Show that in a discrete metric space, every subset is both open and closed.

I need to prove that in a discrete metric space, every subset is both open and closed. Now, I find it difficult to imagine what this space looks like. I think it consists of all sequences containing ones and zeros.

Now in order to prove that every subset is open, my books says that for $A \subset X $, $A$ is open if $\,\forall x \in A,\,\exists\, \epsilon > 0$ such that $B_\epsilon(x) \subset A$.

I was thinking that since $A$ will also contain only zeros and ones, it must be open. Could someone help me ironing out the details?


Solution 1:

The discrete metric just says that $$d(x,x)=0$$ $$d(x,y)=1,\ x\neq y$$

So say your ball has radius $r$. If $r<1$ then the only point it contains is the point it's centred on. So any single point has a ball of some radius around it containing only that point. This is the same thing as $B_{0<r<1}(x)=\{x\}$, so we know that every singleton is open. And now we're actually done! Since now we know that any point $x$ in a set $A$ has a ball containing it, because we can always construct a ball that only contains $x$! Since all sets are open, their complements are open as well. This implies that all sets are also closed.

Solution 2:

In a discrete space, take $\epsilon=\frac{1}{2}$. Then the ball contains only the point itself so that it is a subset of $A$. Every subset is closed because the complement of an open set is closed.

Solution 3:

I suggest a new outlook - I think of a discrete metric space as a collection of particles, all spread apart from each other.

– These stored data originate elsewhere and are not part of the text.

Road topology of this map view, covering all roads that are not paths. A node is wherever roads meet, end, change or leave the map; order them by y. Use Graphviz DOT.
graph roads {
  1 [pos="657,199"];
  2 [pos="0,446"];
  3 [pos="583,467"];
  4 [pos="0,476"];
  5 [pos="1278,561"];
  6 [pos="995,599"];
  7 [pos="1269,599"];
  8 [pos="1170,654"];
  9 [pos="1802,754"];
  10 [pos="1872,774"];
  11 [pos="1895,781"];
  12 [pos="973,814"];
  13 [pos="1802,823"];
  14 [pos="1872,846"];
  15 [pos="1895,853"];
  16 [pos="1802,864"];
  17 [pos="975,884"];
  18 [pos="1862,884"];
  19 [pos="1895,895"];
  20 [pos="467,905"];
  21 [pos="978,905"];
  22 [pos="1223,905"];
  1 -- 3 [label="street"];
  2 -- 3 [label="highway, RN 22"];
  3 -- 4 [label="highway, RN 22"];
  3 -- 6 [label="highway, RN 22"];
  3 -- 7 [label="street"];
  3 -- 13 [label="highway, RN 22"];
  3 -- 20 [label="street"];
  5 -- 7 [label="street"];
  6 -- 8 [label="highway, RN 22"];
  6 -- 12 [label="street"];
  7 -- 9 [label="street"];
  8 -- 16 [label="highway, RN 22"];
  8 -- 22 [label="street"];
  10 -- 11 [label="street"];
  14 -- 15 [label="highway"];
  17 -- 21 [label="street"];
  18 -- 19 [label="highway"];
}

The particles are the points of the space, and "spread apart" means that $d(x,y)\geq D>0$ for any different particles $x$ and $y$. Usually the definition of a discrete metric space is that the distance between any two points is $1$, but this is just a model (and in fact any metric space with $d(x,y)\geq D>0$ for all $x\ne y$ is homeomorphic to the discrete metric space on the same number of points, and we're only interested in topological things so it doesn't matter that they aren't isometric).

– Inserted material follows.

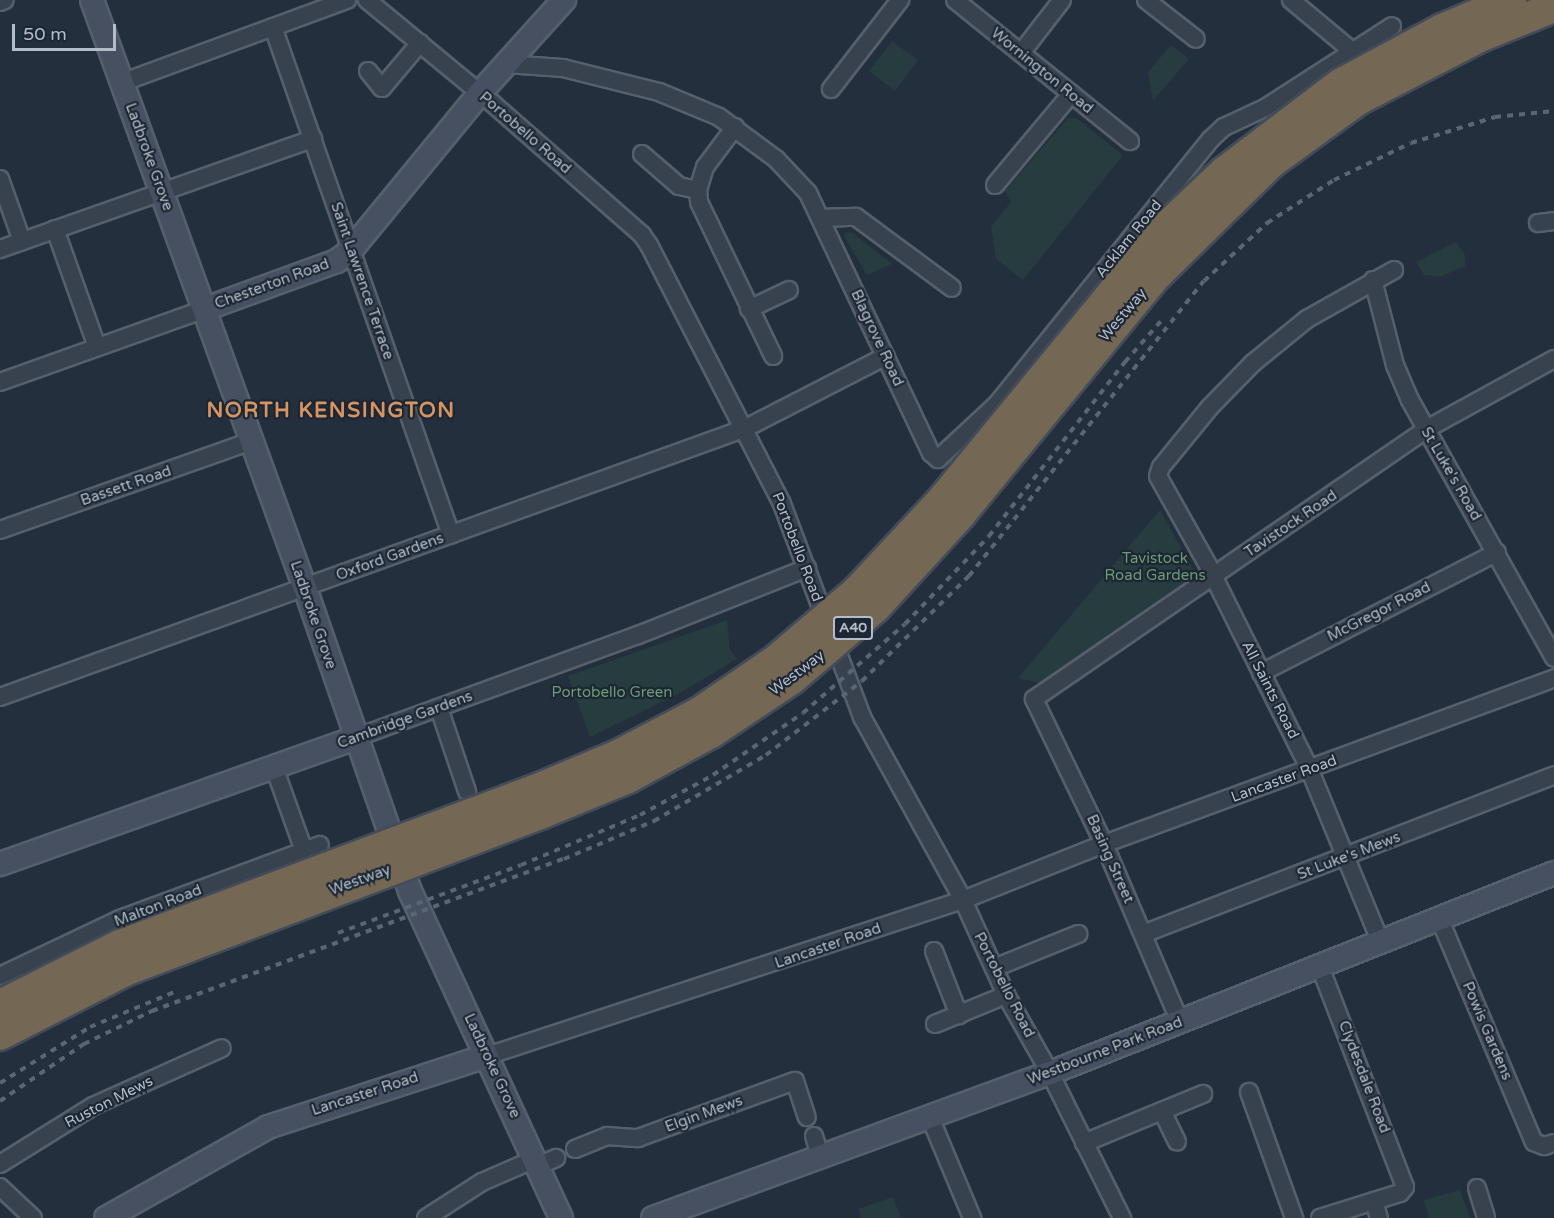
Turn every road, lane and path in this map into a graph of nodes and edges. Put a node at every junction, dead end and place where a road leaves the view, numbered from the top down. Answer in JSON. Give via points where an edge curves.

Now it should be clear how, for each point, to take an open ball that consists only of that point, proving that points are open. Will's answer then gives some hints about how this implies the result you want.

Solution 4:

Let $(X,d)$ be a metric space. Suppose $A \subset X$. Let $ x\in A$ be arbitrary. Setting $r = \frac{1}{2}$ then if $a \in B(x,r)$ we have $d(a,x) < \frac{1}{2}$ which implies that $a=x$ and so a is in A. (1)

To show that A is closed. It suffices to note that the complement of A is a subset of X and by (1), it is open hence A must be closed.